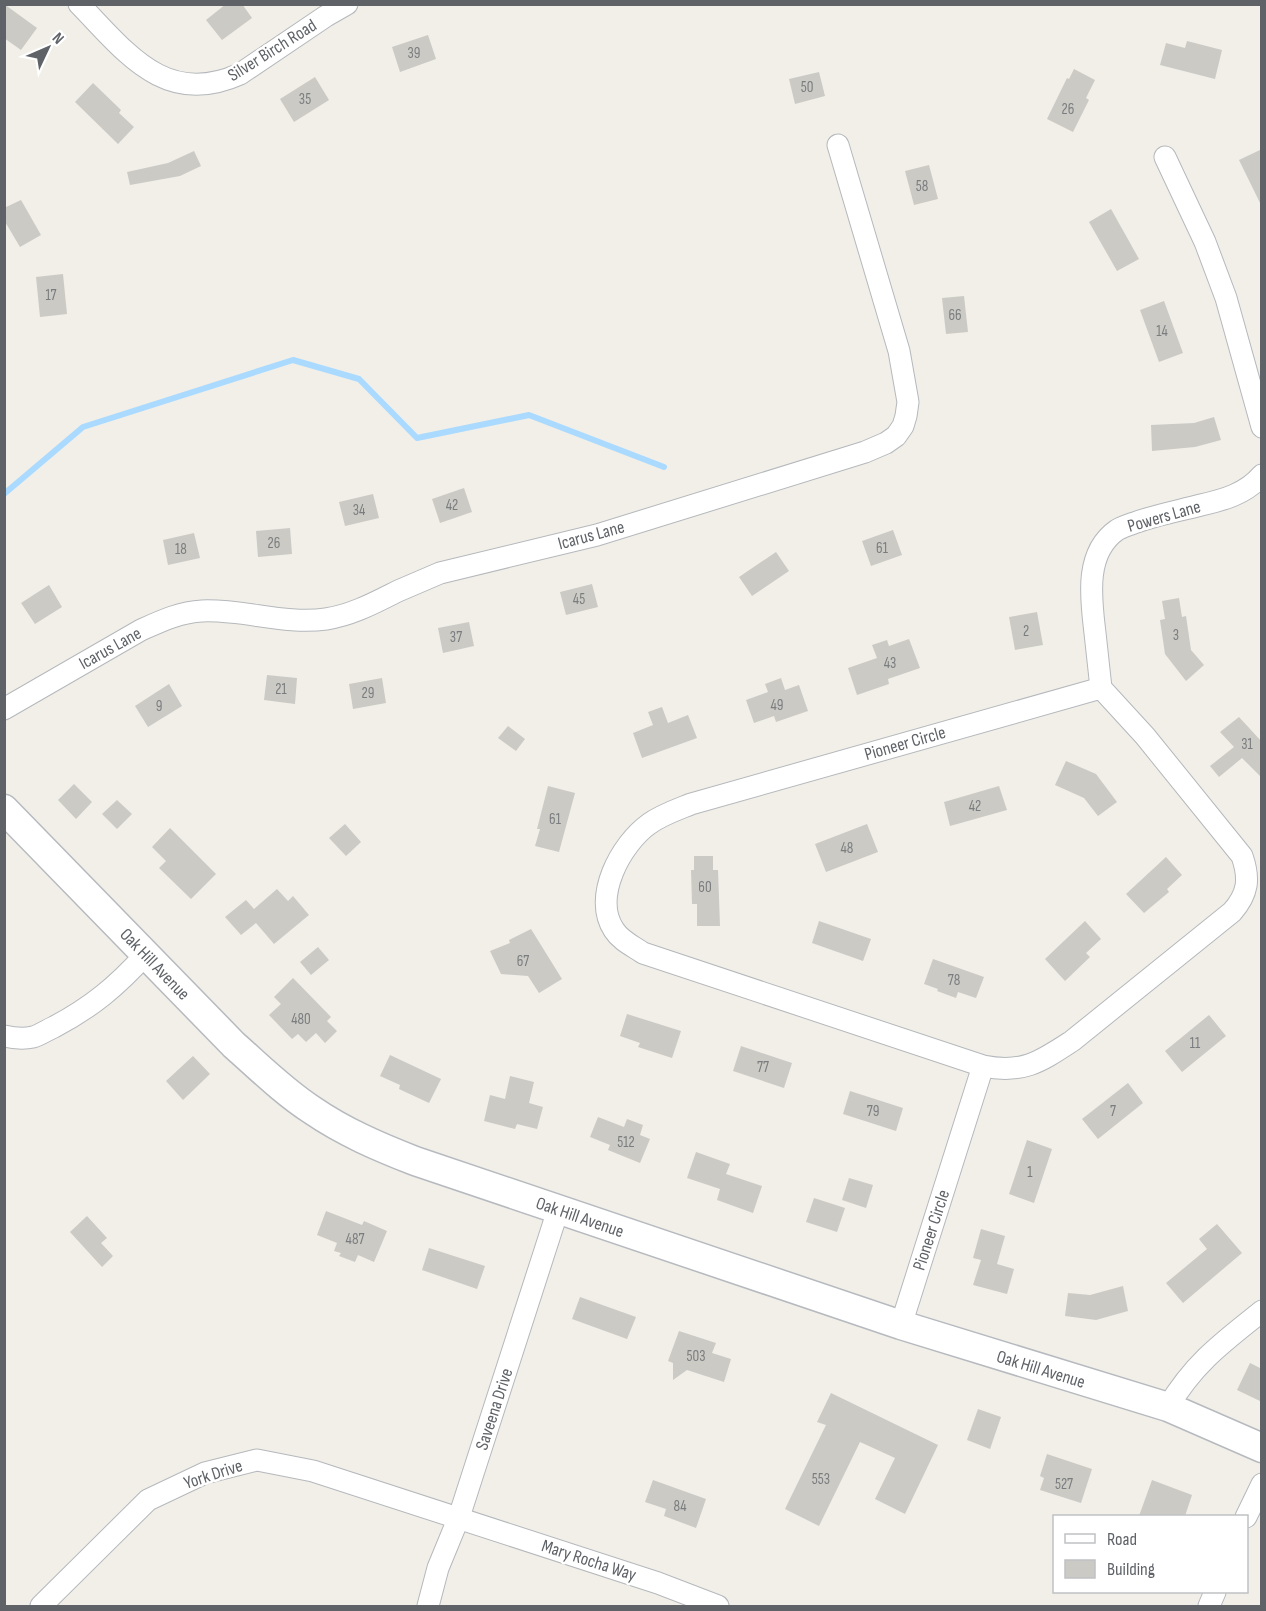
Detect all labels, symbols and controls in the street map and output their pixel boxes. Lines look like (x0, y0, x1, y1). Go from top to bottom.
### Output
street label: Silver Birch Road (224, 15, 320, 86)
north arrow (18, 18, 78, 78)
text: N (48, 29, 68, 48)
house number: 39 (408, 44, 420, 63)
house number: 50 (801, 78, 813, 97)
house number: 35 (299, 90, 311, 109)
house number: 26 (1062, 100, 1074, 119)
house number: 58 (916, 177, 928, 196)
house number: 17 (45, 286, 57, 305)
house number: 66 (948, 306, 962, 325)
house number: 14 (1156, 322, 1168, 341)
house number: 42 (446, 496, 458, 515)
street label: Powers Lane (1125, 496, 1203, 537)
house number: 34 (353, 501, 365, 520)
street label: Icarus Lane (556, 517, 627, 554)
house number: 26 (268, 534, 280, 553)
house number: 61 (876, 539, 889, 558)
house number: 18 (175, 540, 187, 559)
house number: 45 (573, 590, 585, 609)
house number: 2 (1023, 622, 1029, 641)
street label: Icarus Lane (75, 623, 145, 674)
house number: 3 (1173, 626, 1179, 645)
house number: 37 (450, 628, 462, 647)
house number: 43 (884, 654, 896, 673)
house number: 21 (275, 680, 287, 699)
house number: 29 (362, 684, 374, 703)
house number: 49 (771, 696, 783, 715)
house number: 9 (156, 697, 162, 716)
street label: Pioneer Circle (862, 722, 948, 765)
house number: 31 (1241, 735, 1254, 754)
house number: 42 (969, 797, 981, 816)
house number: 61 (549, 810, 562, 829)
house number: 48 (841, 839, 853, 858)
house number: 60 (698, 878, 712, 897)
street label: Oak Hill Avenue (115, 924, 194, 1005)
house number: 67 (517, 952, 529, 971)
house number: 78 (948, 971, 960, 990)
house number: 480 (291, 1010, 311, 1029)
house number: 11 (1190, 1034, 1201, 1053)
house number: 77 (757, 1058, 769, 1077)
house number: 79 (867, 1102, 879, 1121)
house number: 7 (1110, 1102, 1116, 1121)
house number: 512 (617, 1133, 635, 1152)
house number: 1 (1027, 1163, 1033, 1182)
street label: Pioneer Circle (909, 1187, 954, 1273)
street label: Oak Hill Avenue (533, 1193, 626, 1242)
house number: 487 (346, 1230, 364, 1249)
street label: Oak Hill Avenue (994, 1346, 1088, 1393)
house number: 503 (687, 1347, 706, 1366)
street label: Saveena Drive (471, 1366, 518, 1453)
street label: York Drive (181, 1455, 245, 1494)
house number: 553 (812, 1470, 830, 1489)
house number: 527 (1055, 1475, 1073, 1494)
house number: 84 (673, 1497, 687, 1516)
legend (1053, 1515, 1248, 1593)
text: Road (1107, 1529, 1137, 1550)
street label: Mary Rocha Way (539, 1535, 639, 1586)
text: Building (1107, 1559, 1155, 1580)

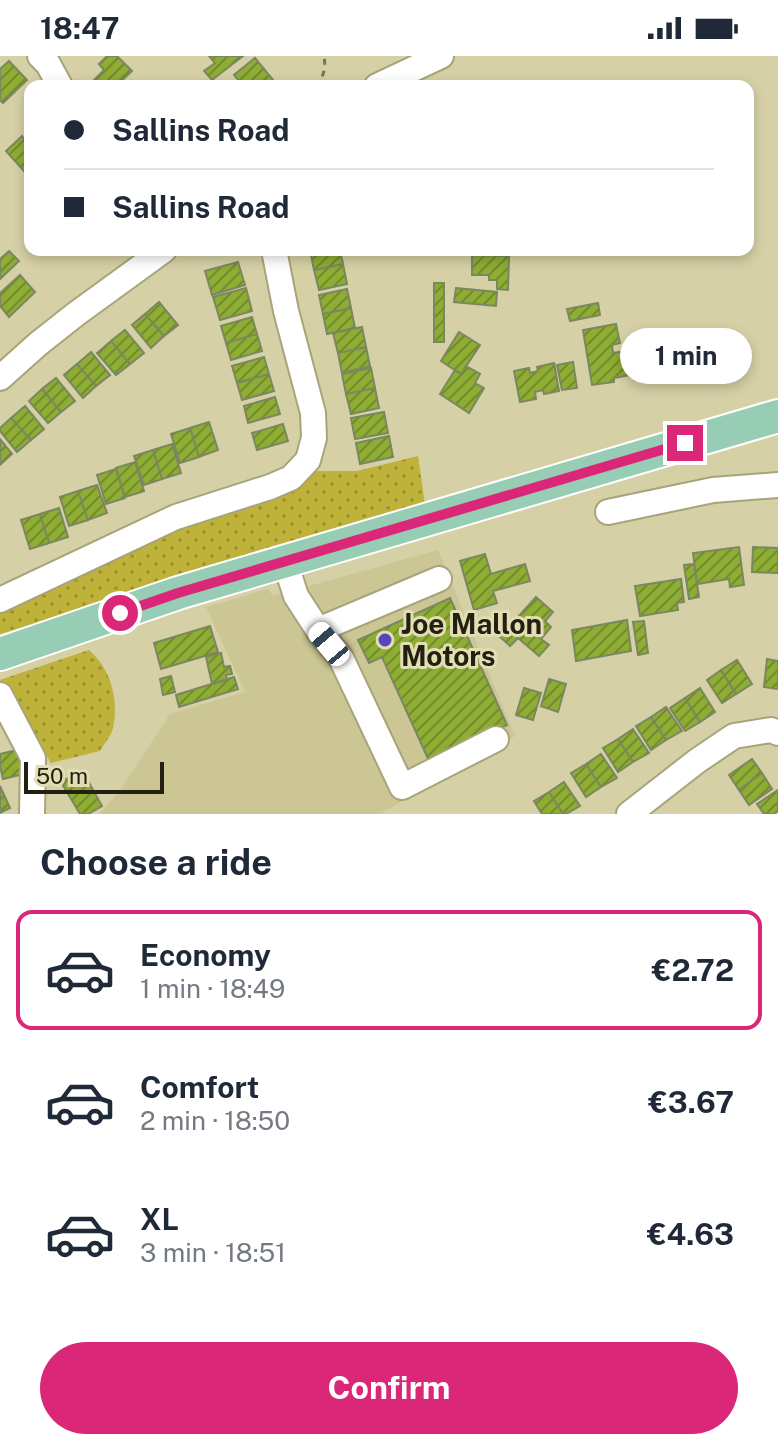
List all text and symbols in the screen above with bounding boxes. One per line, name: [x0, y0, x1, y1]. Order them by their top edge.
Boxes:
text: 18:47: [40, 10, 119, 46]
text: Sallins Road: [112, 112, 290, 148]
text: Sallins Road: [112, 189, 290, 225]
callout: 1 min: [619, 327, 751, 383]
text: 1 min: [655, 340, 717, 371]
route end: [667, 425, 703, 461]
route start: [102, 595, 138, 631]
place label: Joe Mallon Motors: [401, 607, 542, 672]
car: [304, 618, 354, 670]
marker: Joe Mallon Motors: [376, 631, 394, 649]
scale bar: [24, 758, 164, 794]
text: 50 m: [36, 763, 88, 789]
text: Choose a ride: [40, 841, 272, 883]
icon: car: [44, 934, 116, 1006]
text: Economy: [140, 937, 271, 973]
text: €2.72: [652, 952, 734, 988]
text: 1 min · 18:49: [140, 973, 285, 1004]
icon: car: [44, 1066, 116, 1138]
text: Comfort: [140, 1069, 259, 1105]
text: €3.67: [648, 1084, 734, 1120]
text: 2 min · 18:50: [140, 1105, 290, 1136]
icon: car: [44, 1198, 116, 1270]
text: XL: [140, 1201, 179, 1237]
text: €4.63: [647, 1216, 734, 1252]
text: 3 min · 18:51: [140, 1237, 286, 1268]
button: Confirm: [40, 1342, 738, 1434]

────────

__Exercise details__. The copy must reproduce the listing above verbatim and contain no pictures.

__Answer space__.
Detect all labels, symbols and controls in the street map and output their pixel boxes. Lines look like (x0, y0, x1, y1). Go from top to bottom.
### Output
street label: Silver Birch Road (224, 15, 320, 86)
north arrow (18, 18, 78, 78)
text: N (48, 29, 68, 48)
house number: 39 (408, 44, 420, 63)
house number: 50 (801, 78, 813, 97)
house number: 35 (299, 90, 311, 109)
house number: 26 (1062, 100, 1074, 119)
house number: 58 (916, 177, 928, 196)
house number: 17 (45, 286, 57, 305)
house number: 66 (948, 306, 962, 325)
house number: 14 (1156, 322, 1168, 341)
house number: 42 (446, 496, 458, 515)
street label: Powers Lane (1125, 496, 1203, 537)
house number: 34 (353, 501, 365, 520)
street label: Icarus Lane (556, 517, 627, 554)
house number: 26 (268, 534, 280, 553)
house number: 61 (876, 539, 889, 558)
house number: 18 (175, 540, 187, 559)
house number: 45 (573, 590, 585, 609)
house number: 2 (1023, 622, 1029, 641)
street label: Icarus Lane (75, 623, 145, 674)
house number: 3 (1173, 626, 1179, 645)
house number: 37 (450, 628, 462, 647)
house number: 43 (884, 654, 896, 673)
house number: 21 (275, 680, 287, 699)
house number: 29 (362, 684, 374, 703)
house number: 49 (771, 696, 783, 715)
house number: 9 (156, 697, 162, 716)
street label: Pioneer Circle (862, 722, 948, 765)
house number: 31 (1241, 735, 1254, 754)
house number: 42 (969, 797, 981, 816)
house number: 61 (549, 810, 562, 829)
house number: 48 (841, 839, 853, 858)
house number: 60 (698, 878, 712, 897)
street label: Oak Hill Avenue (115, 924, 194, 1005)
house number: 67 (517, 952, 529, 971)
house number: 78 (948, 971, 960, 990)
house number: 480 (291, 1010, 311, 1029)
house number: 11 (1190, 1034, 1201, 1053)
house number: 77 (757, 1058, 769, 1077)
house number: 79 (867, 1102, 879, 1121)
house number: 7 (1110, 1102, 1116, 1121)
house number: 512 (617, 1133, 635, 1152)
house number: 1 (1027, 1163, 1033, 1182)
street label: Pioneer Circle (909, 1187, 954, 1273)
street label: Oak Hill Avenue (533, 1193, 626, 1242)
house number: 487 (346, 1230, 364, 1249)
street label: Oak Hill Avenue (994, 1346, 1088, 1393)
house number: 503 (687, 1347, 706, 1366)
street label: Saveena Drive (471, 1366, 518, 1453)
street label: York Drive (181, 1455, 245, 1494)
house number: 553 (812, 1470, 830, 1489)
house number: 527 (1055, 1475, 1073, 1494)
house number: 84 (673, 1497, 687, 1516)
legend (1053, 1515, 1248, 1593)
text: Road (1107, 1529, 1137, 1550)
street label: Mary Rocha Way (539, 1535, 639, 1586)
text: Building (1107, 1559, 1155, 1580)

List all text and symbols in the screen above with bounding boxes. One per line, name: [x0, y0, x1, y1]. Order them by their top edge.
Boxes:
text: 18:47: [40, 10, 119, 46]
text: Sallins Road: [112, 112, 290, 148]
text: Sallins Road: [112, 189, 290, 225]
callout: 1 min: [619, 327, 751, 383]
text: 1 min: [655, 340, 717, 371]
route end: [667, 425, 703, 461]
route start: [102, 595, 138, 631]
place label: Joe Mallon Motors: [401, 607, 542, 672]
car: [304, 618, 354, 670]
marker: Joe Mallon Motors: [376, 631, 394, 649]
scale bar: [24, 758, 164, 794]
text: 50 m: [36, 763, 88, 789]
text: Choose a ride: [40, 841, 272, 883]
icon: car: [44, 934, 116, 1006]
text: Economy: [140, 937, 271, 973]
text: €2.72: [652, 952, 734, 988]
text: 1 min · 18:49: [140, 973, 285, 1004]
icon: car: [44, 1066, 116, 1138]
text: Comfort: [140, 1069, 259, 1105]
text: €3.67: [648, 1084, 734, 1120]
text: 2 min · 18:50: [140, 1105, 290, 1136]
icon: car: [44, 1198, 116, 1270]
text: XL: [140, 1201, 179, 1237]
text: €4.63: [647, 1216, 734, 1252]
text: 3 min · 18:51: [140, 1237, 286, 1268]
button: Confirm: [40, 1342, 738, 1434]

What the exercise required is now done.